• TASK DESCRIPTION
Look through the material below. Copy each line that contains the string "nodes".
(SOURCE MATERIAL Opens)
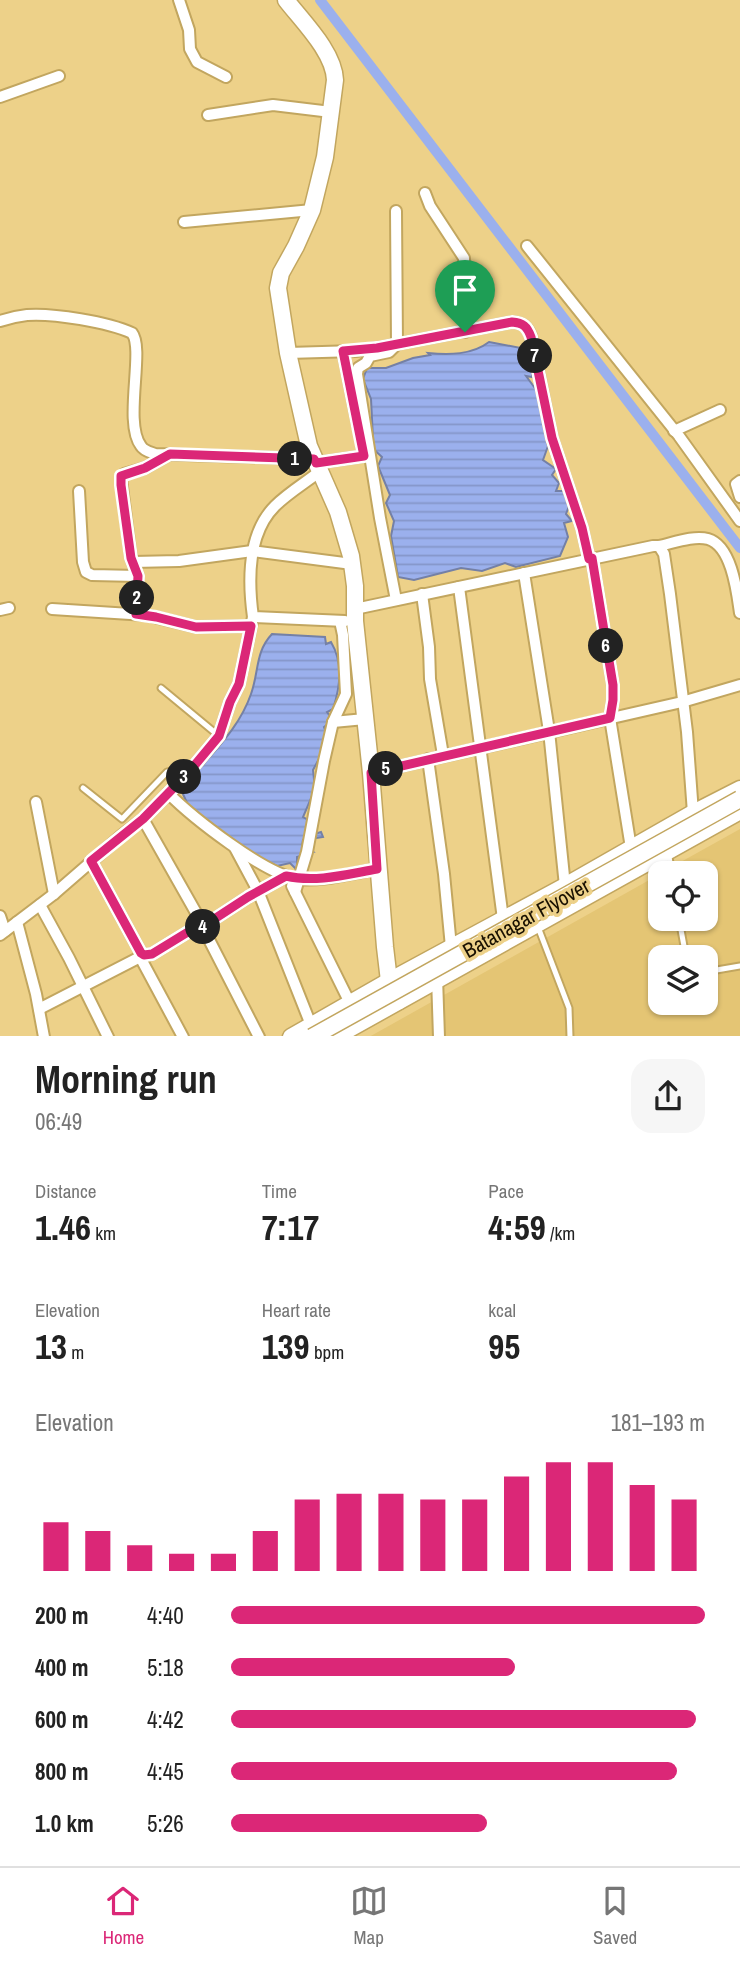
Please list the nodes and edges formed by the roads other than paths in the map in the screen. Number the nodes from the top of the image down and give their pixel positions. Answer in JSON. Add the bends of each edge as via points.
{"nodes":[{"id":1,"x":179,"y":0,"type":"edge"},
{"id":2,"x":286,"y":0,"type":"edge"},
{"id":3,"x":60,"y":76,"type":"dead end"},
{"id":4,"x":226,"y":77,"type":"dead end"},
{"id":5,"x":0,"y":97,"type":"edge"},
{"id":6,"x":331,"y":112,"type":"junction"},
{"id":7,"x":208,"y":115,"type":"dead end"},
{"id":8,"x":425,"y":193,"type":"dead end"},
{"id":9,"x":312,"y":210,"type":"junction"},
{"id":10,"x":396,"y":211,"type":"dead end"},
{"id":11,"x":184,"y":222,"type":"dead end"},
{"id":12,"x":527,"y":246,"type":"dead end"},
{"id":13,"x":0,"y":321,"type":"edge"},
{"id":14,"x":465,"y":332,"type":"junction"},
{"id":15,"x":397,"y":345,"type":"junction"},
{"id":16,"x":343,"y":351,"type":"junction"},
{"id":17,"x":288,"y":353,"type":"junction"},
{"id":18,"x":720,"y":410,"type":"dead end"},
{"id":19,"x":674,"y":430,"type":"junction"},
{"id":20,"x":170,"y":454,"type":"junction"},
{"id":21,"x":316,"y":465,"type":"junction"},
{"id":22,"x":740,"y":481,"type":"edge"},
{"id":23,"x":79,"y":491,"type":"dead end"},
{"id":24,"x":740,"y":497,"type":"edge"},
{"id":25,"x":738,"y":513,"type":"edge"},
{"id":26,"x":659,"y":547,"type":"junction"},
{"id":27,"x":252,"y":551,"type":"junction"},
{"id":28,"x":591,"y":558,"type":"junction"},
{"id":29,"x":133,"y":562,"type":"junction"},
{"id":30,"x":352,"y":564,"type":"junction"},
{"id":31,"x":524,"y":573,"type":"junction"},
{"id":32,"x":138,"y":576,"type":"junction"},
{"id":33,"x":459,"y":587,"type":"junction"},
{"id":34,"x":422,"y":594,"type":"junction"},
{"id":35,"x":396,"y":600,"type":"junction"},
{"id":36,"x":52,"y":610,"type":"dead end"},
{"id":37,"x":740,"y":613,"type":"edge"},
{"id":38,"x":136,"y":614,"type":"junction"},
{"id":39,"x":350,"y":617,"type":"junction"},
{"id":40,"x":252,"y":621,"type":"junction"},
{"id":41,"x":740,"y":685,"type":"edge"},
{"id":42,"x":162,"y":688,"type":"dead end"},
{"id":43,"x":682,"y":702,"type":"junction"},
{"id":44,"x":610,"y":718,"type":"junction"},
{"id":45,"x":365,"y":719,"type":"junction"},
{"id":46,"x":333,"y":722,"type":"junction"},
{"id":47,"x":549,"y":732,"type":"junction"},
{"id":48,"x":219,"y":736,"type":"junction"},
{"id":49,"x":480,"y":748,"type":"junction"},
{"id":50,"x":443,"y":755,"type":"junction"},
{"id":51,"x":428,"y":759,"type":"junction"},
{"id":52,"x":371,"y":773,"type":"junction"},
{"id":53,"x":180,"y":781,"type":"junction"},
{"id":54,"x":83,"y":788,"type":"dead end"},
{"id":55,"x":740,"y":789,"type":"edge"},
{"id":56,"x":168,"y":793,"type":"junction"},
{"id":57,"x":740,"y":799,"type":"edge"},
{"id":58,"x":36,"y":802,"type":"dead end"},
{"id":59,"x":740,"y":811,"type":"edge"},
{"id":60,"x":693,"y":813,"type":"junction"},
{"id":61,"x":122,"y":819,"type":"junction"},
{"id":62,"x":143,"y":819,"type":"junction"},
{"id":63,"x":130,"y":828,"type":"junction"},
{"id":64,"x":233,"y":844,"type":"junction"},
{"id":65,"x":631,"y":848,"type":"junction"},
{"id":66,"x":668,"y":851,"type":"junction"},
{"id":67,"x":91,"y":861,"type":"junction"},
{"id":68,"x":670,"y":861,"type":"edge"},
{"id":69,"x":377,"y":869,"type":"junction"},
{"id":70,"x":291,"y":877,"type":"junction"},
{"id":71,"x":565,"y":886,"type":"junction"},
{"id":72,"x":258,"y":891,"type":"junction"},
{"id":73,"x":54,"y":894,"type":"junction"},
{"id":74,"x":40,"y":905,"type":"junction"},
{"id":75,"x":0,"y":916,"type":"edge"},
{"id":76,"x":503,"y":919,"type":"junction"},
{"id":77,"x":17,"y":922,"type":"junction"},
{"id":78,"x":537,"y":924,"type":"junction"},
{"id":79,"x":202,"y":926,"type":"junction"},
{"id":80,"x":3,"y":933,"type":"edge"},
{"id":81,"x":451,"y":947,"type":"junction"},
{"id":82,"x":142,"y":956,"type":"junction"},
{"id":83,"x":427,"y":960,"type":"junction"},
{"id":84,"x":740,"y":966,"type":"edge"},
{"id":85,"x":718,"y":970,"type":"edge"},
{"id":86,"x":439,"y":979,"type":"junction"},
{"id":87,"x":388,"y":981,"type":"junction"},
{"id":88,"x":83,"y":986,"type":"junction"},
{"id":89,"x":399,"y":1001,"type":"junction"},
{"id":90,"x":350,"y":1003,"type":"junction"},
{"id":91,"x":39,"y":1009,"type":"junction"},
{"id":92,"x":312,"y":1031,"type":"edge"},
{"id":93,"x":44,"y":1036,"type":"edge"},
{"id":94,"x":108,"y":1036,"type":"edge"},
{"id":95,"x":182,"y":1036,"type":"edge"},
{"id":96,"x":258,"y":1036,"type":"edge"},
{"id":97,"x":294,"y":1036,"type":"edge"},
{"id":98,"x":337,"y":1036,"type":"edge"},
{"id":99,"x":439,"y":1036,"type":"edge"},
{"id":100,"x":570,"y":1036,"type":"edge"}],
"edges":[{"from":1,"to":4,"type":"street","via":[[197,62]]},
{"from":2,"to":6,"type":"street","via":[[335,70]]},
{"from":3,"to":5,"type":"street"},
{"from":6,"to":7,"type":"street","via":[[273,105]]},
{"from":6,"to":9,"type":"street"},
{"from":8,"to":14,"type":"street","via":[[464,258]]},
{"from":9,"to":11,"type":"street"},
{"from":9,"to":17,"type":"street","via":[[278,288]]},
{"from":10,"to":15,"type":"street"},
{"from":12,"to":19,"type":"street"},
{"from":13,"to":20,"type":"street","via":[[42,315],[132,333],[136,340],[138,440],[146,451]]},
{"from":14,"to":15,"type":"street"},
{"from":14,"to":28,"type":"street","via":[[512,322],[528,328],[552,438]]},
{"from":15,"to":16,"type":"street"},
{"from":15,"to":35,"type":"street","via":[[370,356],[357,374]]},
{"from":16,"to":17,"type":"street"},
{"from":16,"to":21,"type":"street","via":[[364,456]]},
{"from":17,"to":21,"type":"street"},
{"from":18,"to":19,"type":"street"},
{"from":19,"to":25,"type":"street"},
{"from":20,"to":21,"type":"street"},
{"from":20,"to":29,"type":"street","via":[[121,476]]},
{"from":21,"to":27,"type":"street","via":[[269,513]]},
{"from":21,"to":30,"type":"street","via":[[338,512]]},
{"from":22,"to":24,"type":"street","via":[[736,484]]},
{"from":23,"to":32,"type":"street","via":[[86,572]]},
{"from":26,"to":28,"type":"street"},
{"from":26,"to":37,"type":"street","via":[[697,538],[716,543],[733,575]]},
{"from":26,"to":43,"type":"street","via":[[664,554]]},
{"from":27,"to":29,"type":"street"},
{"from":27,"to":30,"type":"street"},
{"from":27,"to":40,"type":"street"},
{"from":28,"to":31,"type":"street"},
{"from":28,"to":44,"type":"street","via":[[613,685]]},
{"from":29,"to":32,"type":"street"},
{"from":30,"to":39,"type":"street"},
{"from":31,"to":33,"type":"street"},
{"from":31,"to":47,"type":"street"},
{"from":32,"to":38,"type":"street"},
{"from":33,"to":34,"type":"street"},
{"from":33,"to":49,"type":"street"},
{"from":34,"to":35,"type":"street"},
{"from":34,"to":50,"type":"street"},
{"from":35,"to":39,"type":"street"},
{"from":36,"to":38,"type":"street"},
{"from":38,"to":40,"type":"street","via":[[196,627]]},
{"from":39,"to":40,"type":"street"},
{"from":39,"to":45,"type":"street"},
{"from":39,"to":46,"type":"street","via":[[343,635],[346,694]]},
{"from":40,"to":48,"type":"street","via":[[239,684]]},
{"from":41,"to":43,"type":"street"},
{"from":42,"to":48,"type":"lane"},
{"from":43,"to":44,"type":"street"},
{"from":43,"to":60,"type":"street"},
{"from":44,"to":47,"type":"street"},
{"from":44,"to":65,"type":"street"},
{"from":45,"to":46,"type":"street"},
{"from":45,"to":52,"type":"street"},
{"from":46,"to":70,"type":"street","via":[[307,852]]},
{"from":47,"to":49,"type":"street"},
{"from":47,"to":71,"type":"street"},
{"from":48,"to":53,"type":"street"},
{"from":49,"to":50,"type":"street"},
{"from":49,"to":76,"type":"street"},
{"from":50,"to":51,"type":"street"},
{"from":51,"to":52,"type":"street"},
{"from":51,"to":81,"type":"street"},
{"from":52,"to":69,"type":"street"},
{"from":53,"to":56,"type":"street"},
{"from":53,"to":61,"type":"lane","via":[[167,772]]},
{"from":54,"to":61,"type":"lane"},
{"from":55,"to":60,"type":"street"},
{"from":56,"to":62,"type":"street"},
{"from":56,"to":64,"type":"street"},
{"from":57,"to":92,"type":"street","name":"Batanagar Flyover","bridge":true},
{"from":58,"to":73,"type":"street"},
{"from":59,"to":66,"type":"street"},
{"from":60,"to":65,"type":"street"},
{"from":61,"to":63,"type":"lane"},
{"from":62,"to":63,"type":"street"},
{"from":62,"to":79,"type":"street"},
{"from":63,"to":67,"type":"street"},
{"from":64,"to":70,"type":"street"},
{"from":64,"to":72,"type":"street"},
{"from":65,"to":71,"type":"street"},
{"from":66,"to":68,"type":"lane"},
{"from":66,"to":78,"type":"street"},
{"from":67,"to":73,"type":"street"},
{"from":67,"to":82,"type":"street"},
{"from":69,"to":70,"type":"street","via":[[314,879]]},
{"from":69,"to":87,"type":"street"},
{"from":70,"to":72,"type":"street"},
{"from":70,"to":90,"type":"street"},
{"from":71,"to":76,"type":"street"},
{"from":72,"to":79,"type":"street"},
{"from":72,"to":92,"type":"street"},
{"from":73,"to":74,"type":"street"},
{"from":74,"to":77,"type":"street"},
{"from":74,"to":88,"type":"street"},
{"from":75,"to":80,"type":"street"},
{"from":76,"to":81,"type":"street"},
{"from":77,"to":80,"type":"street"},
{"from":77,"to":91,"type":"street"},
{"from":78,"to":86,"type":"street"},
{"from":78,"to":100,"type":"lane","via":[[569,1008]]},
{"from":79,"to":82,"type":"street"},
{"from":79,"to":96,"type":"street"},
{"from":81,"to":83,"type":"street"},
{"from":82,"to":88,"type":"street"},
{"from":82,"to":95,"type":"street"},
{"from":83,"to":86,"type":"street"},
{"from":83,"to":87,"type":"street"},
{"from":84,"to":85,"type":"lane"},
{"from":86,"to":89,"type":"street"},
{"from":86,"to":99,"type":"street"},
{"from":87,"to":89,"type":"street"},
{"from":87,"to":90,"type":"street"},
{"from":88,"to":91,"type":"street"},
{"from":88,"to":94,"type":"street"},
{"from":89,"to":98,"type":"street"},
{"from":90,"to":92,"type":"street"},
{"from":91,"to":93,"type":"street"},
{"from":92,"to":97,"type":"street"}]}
(SOURCE MATERIAL Closes)
• EXERCISE OUTPUT
Please list the nodes and edges formed by the roads other than paths in the map in the screen. Number the nodes from the top of the image down and give their pixel positions. Answer in JSON. Add the bends of each edge as via points.
{"nodes":[{"id":1,"x":179,"y":0,"type":"edge"},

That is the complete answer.